Barcelona is Spain's second city and the capital of the proud and distinct region of Catalunya. With Franco's fascism now long gone, Catalan's creative and independent spirit is on a roll. Many visitors find this to be Spain's most cosmopolitan and vibrant corner.
In Barcelona a local told me "Catalan is Spain's Quebec." Traveling here you see how the people of Catalan have an affinity for other "stateless nations." Locals don't like to call their corner of Iberia a "region" of Spain, as that's what Franco called it.
They stress that they are a "nation without a state." And they have an affinity for other people who didn't get their independence when they drew the national boundaries. They live in solidarity with other stateless nations — finding Basque or Galacian bars a little more appealing than your run-of-the-mill Spanish ones.
Barcelona has a rich history: Roman colony, a dark age Visigothic capital, and a 14th-century maritime power. And beyond its great sights, be sure to appreciate the city's elegant sense of style and Mediterranean knack for good living.
The city's main square, Plaça de Catalunya, is the center of the world for 7 million Catalan people. It's a lively people scene throughout the day. The square is decorated with statues honoring important Catalans. Catalunya has its own distinct language, history, and flag — which locals fly proudly…next to Spain's on government buildings…and all alone from their apartments.
Catalunya has often been at odds with the central Spanish government in Madrid. Back in the 1930s this area was one of the last pockets of resistance against the Fascist dictator Francisco Franco. When Franco finally took power he punished the region with four decades of repression. During that time, locals were prohibited from flying their flag. To show their national spirit, they flew the flag of the Barcelona soccer team instead.
Even Barcelona's ATM machines are in solidarity with the European family of "Stateless Nations." They offer the correct choice of languages: Along with Angles, Frances, and Castellano (Spanish), you'll always find Gallec, Euskera, and Catalan. Even though there's likely not one ATM user a year who would speak only Gallec (from Galicia in northwest Spain) or Euskera (from the Basque Country), they give them the linguistic respect they would hope for in a foreign land.
Each Sunday Barcelonans gather in front of their cathedral to celebrate their community by dancing the traditional sardana. Traditional instruments — which evoke the struggle these people have waged through the centuries to keep their culture alive — sound sweet (I think only) to Catalan ears.
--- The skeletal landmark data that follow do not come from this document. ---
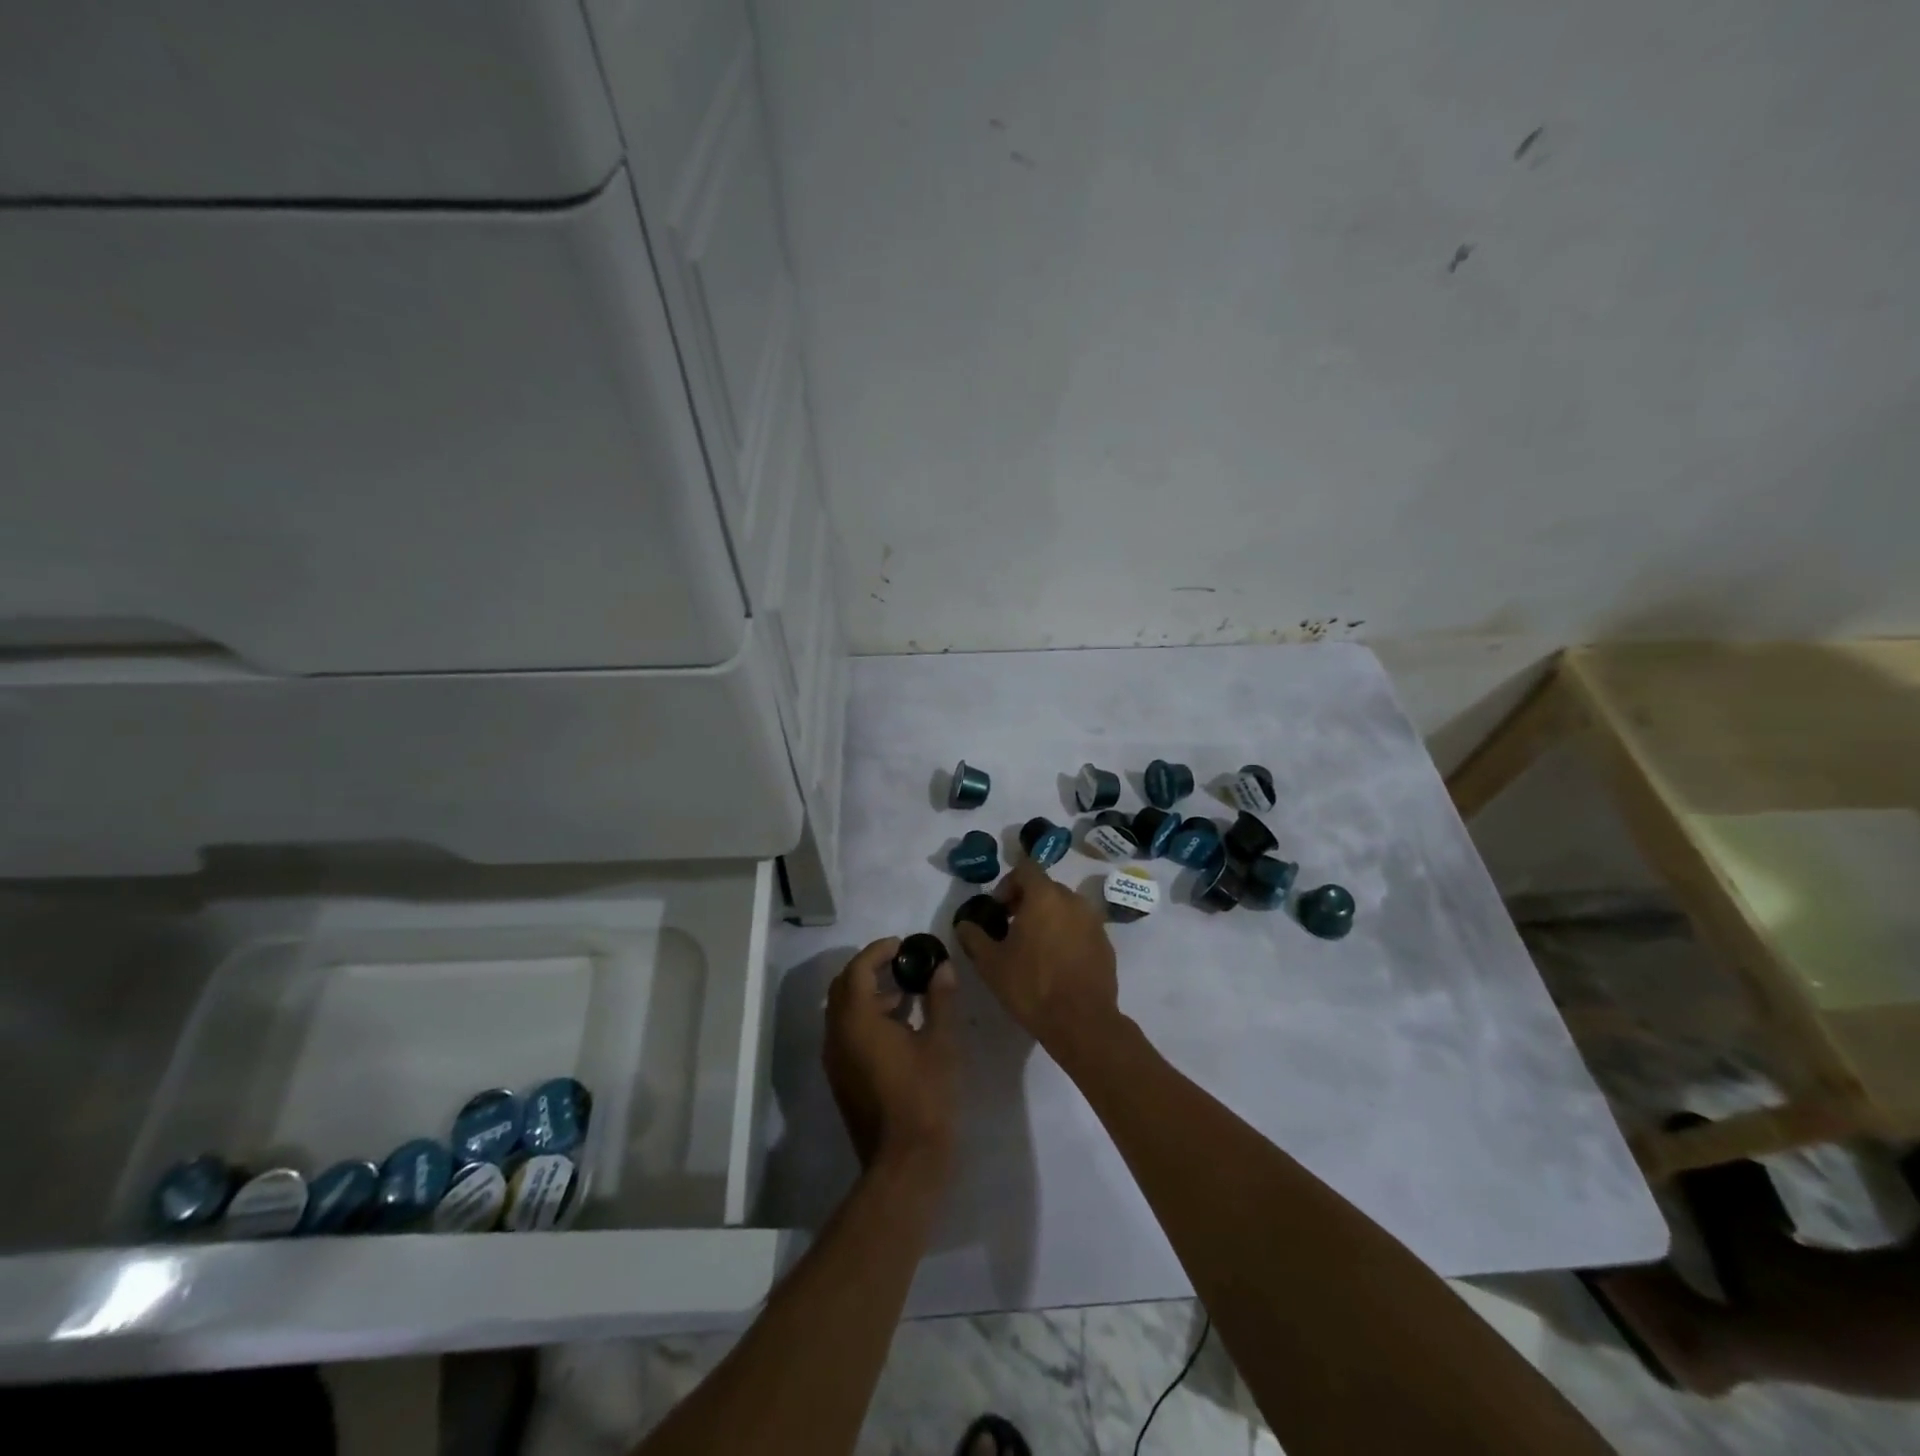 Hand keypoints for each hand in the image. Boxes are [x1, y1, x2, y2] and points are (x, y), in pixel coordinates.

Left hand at [823, 938, 958, 1182]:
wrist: (904, 1161)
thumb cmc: (925, 1095)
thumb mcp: (940, 1042)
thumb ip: (940, 999)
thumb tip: (943, 968)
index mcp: (856, 1020)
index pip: (858, 969)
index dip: (878, 951)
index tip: (902, 944)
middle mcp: (837, 1034)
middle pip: (844, 986)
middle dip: (869, 969)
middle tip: (900, 964)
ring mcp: (835, 1059)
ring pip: (842, 1011)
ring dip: (868, 995)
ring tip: (905, 996)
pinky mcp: (840, 1078)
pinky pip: (845, 1033)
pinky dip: (865, 1018)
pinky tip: (897, 1029)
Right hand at [952, 858, 1121, 1057]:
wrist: (1082, 1022)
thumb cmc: (1031, 986)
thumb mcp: (990, 963)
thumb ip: (974, 937)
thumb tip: (964, 925)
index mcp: (1045, 896)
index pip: (1025, 868)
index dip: (1008, 883)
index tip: (998, 909)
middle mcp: (1073, 900)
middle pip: (1046, 888)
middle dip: (1027, 902)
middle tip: (1011, 929)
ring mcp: (1094, 922)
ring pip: (1065, 908)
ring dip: (1048, 919)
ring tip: (1034, 948)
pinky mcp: (1106, 944)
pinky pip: (1081, 928)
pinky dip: (1067, 935)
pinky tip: (1057, 964) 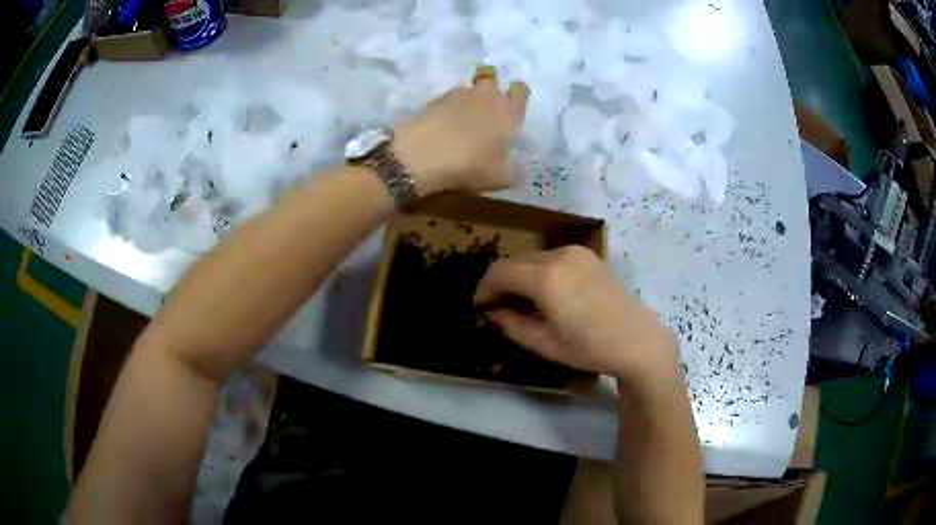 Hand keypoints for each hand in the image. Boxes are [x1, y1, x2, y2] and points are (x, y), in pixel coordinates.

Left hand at [393, 78, 530, 194]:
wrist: (423, 155)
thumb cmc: (471, 164)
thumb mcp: (501, 178)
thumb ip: (513, 170)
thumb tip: (516, 168)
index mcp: (508, 111)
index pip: (521, 89)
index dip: (518, 96)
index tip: (513, 109)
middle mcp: (486, 95)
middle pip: (492, 78)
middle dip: (490, 89)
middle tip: (486, 110)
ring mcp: (458, 94)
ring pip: (468, 87)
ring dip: (468, 98)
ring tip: (461, 120)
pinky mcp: (434, 99)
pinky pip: (447, 99)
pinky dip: (447, 108)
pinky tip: (442, 125)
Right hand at [474, 246, 681, 388]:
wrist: (637, 340)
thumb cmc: (589, 348)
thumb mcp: (544, 343)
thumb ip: (511, 324)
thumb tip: (494, 312)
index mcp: (546, 278)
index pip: (499, 272)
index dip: (484, 288)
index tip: (480, 306)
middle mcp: (559, 255)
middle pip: (515, 261)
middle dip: (501, 281)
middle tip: (498, 307)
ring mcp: (576, 252)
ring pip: (533, 258)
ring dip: (520, 276)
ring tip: (523, 303)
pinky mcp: (588, 255)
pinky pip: (552, 258)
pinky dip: (540, 272)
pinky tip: (547, 294) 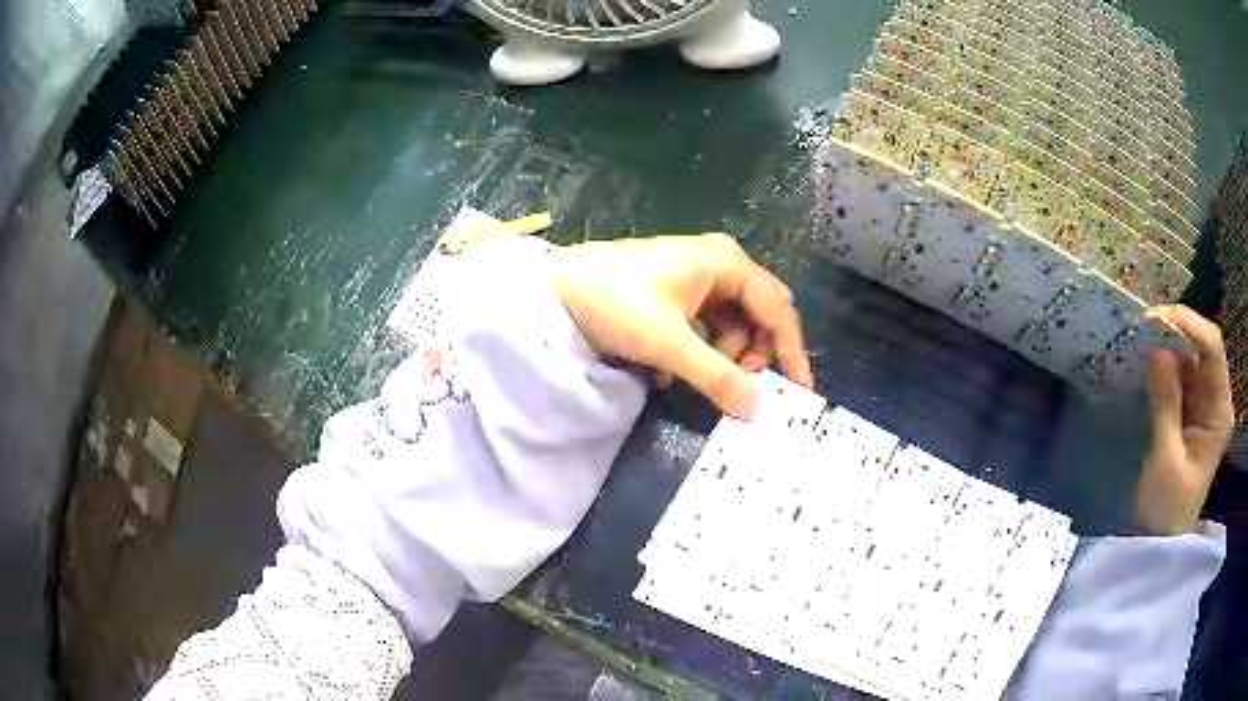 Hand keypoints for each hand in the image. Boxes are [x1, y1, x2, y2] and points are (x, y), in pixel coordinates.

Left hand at [554, 233, 813, 417]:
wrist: (556, 288)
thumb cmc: (616, 304)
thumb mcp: (669, 344)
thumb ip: (717, 377)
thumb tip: (758, 409)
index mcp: (727, 264)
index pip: (778, 311)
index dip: (791, 352)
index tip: (798, 392)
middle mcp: (720, 264)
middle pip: (758, 317)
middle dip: (752, 355)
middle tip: (737, 388)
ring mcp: (697, 277)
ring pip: (731, 325)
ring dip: (720, 358)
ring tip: (688, 382)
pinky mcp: (676, 291)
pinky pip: (705, 326)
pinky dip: (698, 352)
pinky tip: (670, 373)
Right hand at [1138, 305, 1235, 534]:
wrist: (1161, 543)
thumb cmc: (1166, 510)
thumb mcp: (1166, 459)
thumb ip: (1165, 404)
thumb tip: (1158, 348)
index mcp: (1220, 411)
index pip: (1212, 348)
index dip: (1190, 325)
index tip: (1157, 320)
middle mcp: (1216, 399)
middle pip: (1203, 346)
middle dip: (1177, 330)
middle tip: (1144, 327)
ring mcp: (1204, 404)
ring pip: (1191, 357)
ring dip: (1169, 345)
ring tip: (1142, 339)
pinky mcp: (1190, 410)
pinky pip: (1181, 374)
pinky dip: (1165, 364)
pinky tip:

The Catalan language is irrevocably tied to the history and spirit of the Catalan people. Since the end of the Franco era in the mid-1970s, the language has enjoyed a huge resurgence. It's the language of the local schools and these days children here speak Catalan first, and Spanish second.
A recent affluence has elevated the city. There's barely a hint of danger in the once-questionable Barri Gòtic neighborhood. I remember the city's main boulevard, the Ramblas, when it was rich at the top and very rough at the port. Lurid prostitutes would line the street where it finally hit the harbor.
Today the Ramblas is rich at the top and rich at the port and the only thing left of the prostitutes are holes ground by anxious high heels into the stone thresholds of brothel doorways that once faced the boulevard.
The toughest thing surviving on the Ramblas are the roving gangs of thugs who run the high-energy, extremely twitchy shell games. With spotters uphill and downhill, and a full team of shills, nervous men scoot their dodgy peas. It's amazing there are enough fools on the streets to keep them in business.
While souvenir shops and crowds of tourists have diluted the Ramblas' former elegance, it still offers an entertaining place to see the carnival of Barcelona life. But pay attention. Wherever people stop to gawk, pickpockets are at work. I think you're as likely to be pickpocketed in Barcelona — especially here on the Ramblas — as about anywhere else in Europe. If you stop for any commotion or spectacle, put your hands in your pockets before someone else does.
My highlight with this Barcelona visit was less exciting — pimientos de Padrón (or in Catalan: pebrots de Padró)…lightly fried peppers salted and served piping hot. They're a kind of Russian roulette for the taste buds, as the eager eater knows that every once in a while you hit a super spicy pepper.